Re: High rate of transaction failure with the Serializable Isolation Level

From: Kevin Grittner <kgrittn(at)ymail(dot)com>
To: Reza Taheri <rtaheri(at)vmware(dot)com>, "pgsql-performance(at)postgresql(dot)org" <pgsql-performance(at)postgresql(dot)org>
Subject: Re: High rate of transaction failure with the Serializable Isolation Level
Date: 2014-07-24 14:02:59
Message-ID: 1406210579.67466.YahooMailNeo@web122301.mail.ne1.yahoo.com
Views: Raw Message | Whole Thread | Download mbox | Resend email
Thread:
Lists: pgsql-performance

Reza Taheri <rtaheri(at)vmware(dot)com> wrote:

> I am running into very high failure rates when I run with the
> Serializable Isolation Level. I have simplified our configuration
> to a single database with a constant workload, a TPC-E workload
> if you will, to focus on this this problem. We are running with
> PGSQL 9.2.4

I don't remember any bug fixes that would be directly related to
what you describe in the last 15 months, but it might be better to
do any testing with fixes for known bugs:

http://www.postgresql.org/support/versioning/

> When we raise the Trade-Result transaction to
> SQL_TXN_SERIALIZABLE, we face a storm of conflicts. Out of
> 37,342 Trade-Result transactions, 15,707 hit an error, and have
> to be rolled back and retired one or more times. The total
> failure count (due to many transactions failing more than once)
> is 31,388.
>
> What is unusual is that the majority of the failures occur in a
> statement that should not have any isolation conflicts.

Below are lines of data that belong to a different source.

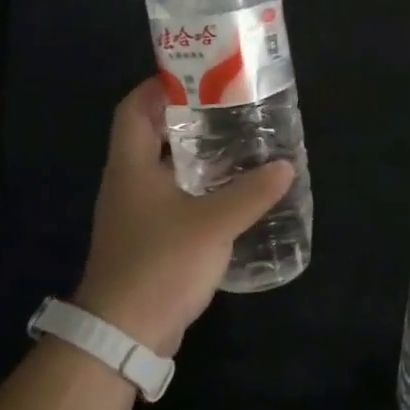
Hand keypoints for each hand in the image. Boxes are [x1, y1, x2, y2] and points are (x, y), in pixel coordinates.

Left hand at [73, 78, 294, 355]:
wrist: (124, 334)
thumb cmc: (160, 264)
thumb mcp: (212, 224)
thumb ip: (251, 193)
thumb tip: (286, 166)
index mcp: (131, 166)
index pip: (133, 108)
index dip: (160, 86)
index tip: (199, 76)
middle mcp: (128, 182)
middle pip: (152, 135)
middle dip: (188, 119)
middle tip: (231, 110)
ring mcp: (136, 213)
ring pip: (166, 169)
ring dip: (196, 156)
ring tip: (239, 145)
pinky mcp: (149, 238)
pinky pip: (174, 199)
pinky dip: (199, 189)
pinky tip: (232, 194)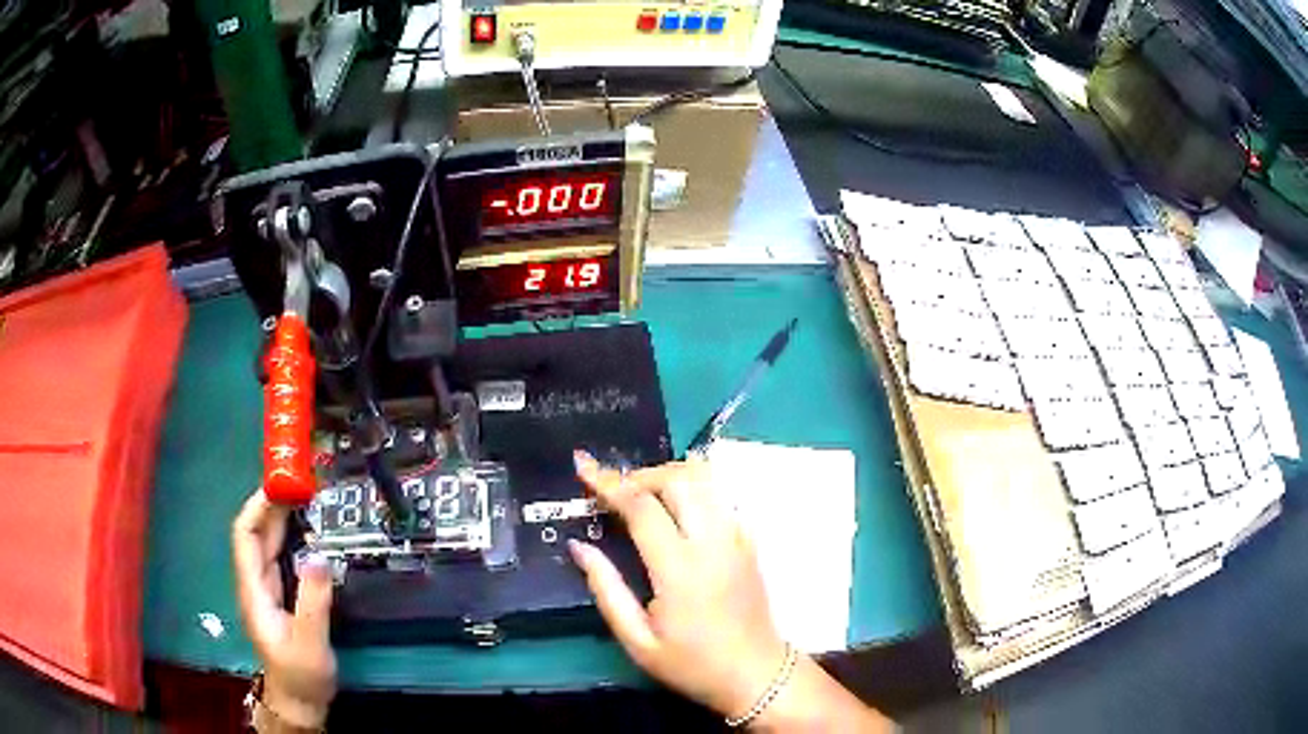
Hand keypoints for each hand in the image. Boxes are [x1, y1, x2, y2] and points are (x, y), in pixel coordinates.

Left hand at [232, 490, 336, 728]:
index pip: (245, 536)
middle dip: (271, 504)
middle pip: (254, 533)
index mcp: (254, 591)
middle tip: (300, 483)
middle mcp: (255, 583)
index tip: (280, 487)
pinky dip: (291, 536)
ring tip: (305, 498)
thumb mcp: (310, 644)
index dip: (257, 507)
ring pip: (267, 543)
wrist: (300, 701)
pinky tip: (308, 531)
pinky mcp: (280, 595)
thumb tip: (319, 556)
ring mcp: (267, 589)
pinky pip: (280, 556)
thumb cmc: (301, 675)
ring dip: (281, 517)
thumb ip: (313, 602)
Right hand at [570, 453, 787, 718]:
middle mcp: (713, 544)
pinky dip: (695, 488)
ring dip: (669, 474)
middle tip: (615, 491)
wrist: (756, 674)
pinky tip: (677, 509)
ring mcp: (737, 539)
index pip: (642, 507)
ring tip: (643, 493)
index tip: (582, 465)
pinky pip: (722, 497)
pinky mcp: (750, 542)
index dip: (608, 481)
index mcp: (680, 570)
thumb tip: (579, 547)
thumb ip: (606, 590)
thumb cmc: (692, 665)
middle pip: (679, 479)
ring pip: (706, 480)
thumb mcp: (637, 641)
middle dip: (640, 473)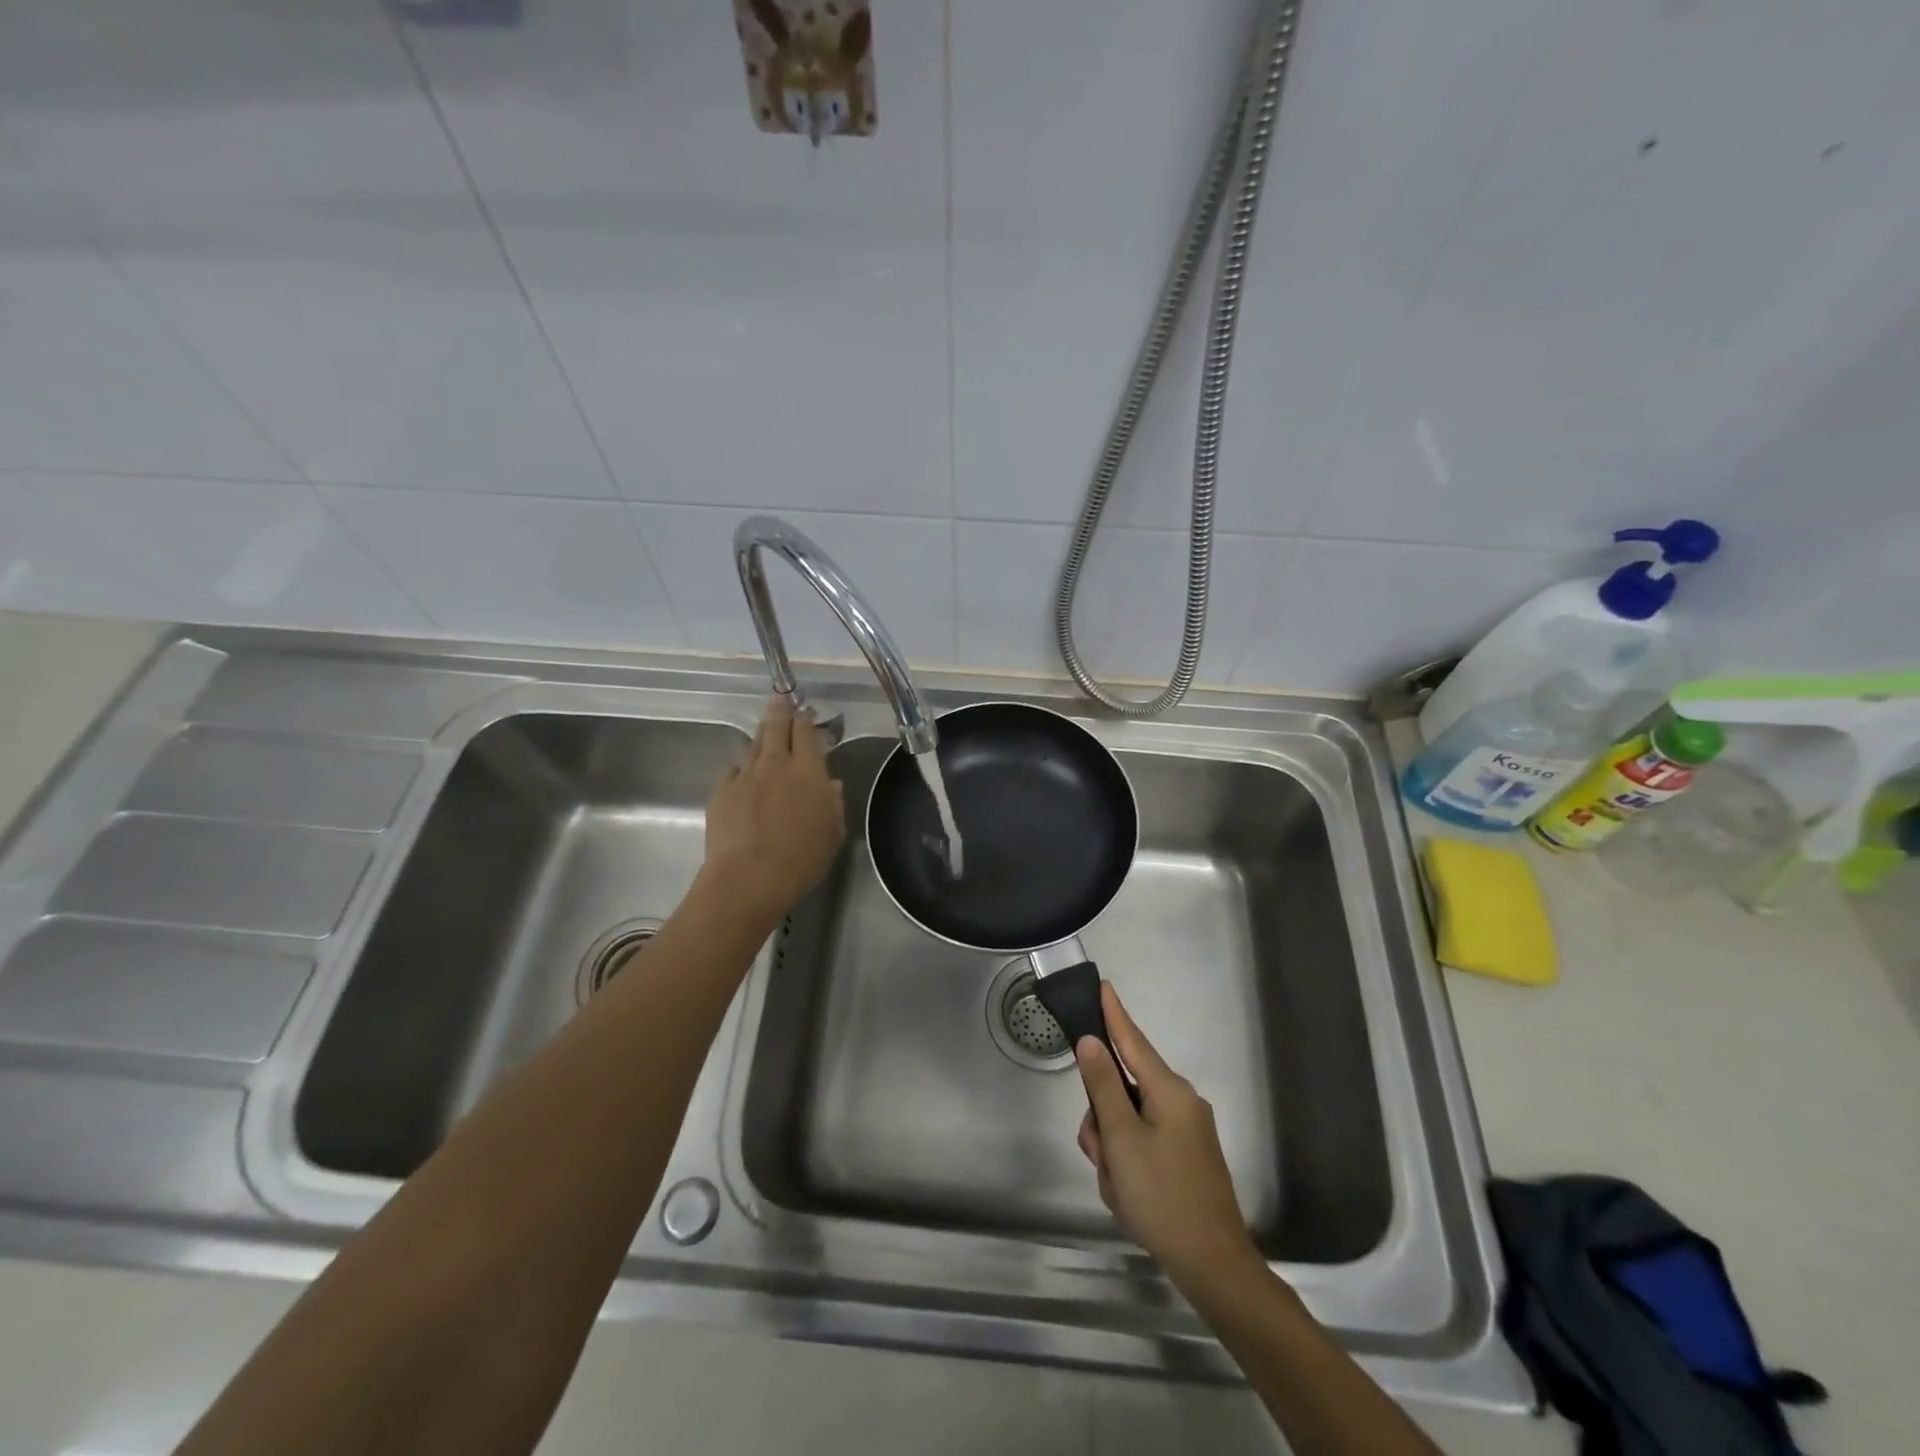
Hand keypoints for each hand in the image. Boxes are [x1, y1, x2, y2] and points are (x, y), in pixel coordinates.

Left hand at [702, 697, 845, 917]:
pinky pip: (733, 769)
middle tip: (781, 699)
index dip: (806, 719)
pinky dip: (741, 766)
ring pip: (753, 744)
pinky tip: (743, 772)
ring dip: (761, 735)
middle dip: (780, 710)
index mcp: (808, 771)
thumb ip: (834, 803)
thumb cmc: (801, 858)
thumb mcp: (833, 833)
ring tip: (764, 730)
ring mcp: (744, 776)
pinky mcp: (721, 792)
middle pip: (776, 727)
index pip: (806, 732)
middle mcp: (775, 764)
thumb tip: (831, 784)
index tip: (806, 712)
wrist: (748, 877)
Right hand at [1075, 982, 1262, 1289]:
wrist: (1214, 1265)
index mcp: (1169, 1091)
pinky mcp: (1186, 1156)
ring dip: (1113, 1148)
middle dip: (1103, 1119)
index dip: (1113, 1014)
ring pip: (1129, 1120)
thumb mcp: (1122, 1140)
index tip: (1102, 985)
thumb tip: (1091, 1041)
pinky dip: (1128, 1162)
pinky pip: (1143, 1142)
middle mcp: (1181, 1102)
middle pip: (1124, 1089)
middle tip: (1101, 1156)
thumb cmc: (1163, 1196)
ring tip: (1118, 1186)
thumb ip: (1103, 1086)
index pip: (1133, 1040)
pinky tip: (1128, 1195)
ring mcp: (1186, 1131)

As already pointed out by Craig, statements don't have
serialization failures; transactions do.  In some cases a
transaction may become "doomed to fail" by the action of a
concurrent transaction, but the actual failure cannot occur until
the next statement is run on the connection with the doomed
transaction; it may have nothing to do with the statement itself.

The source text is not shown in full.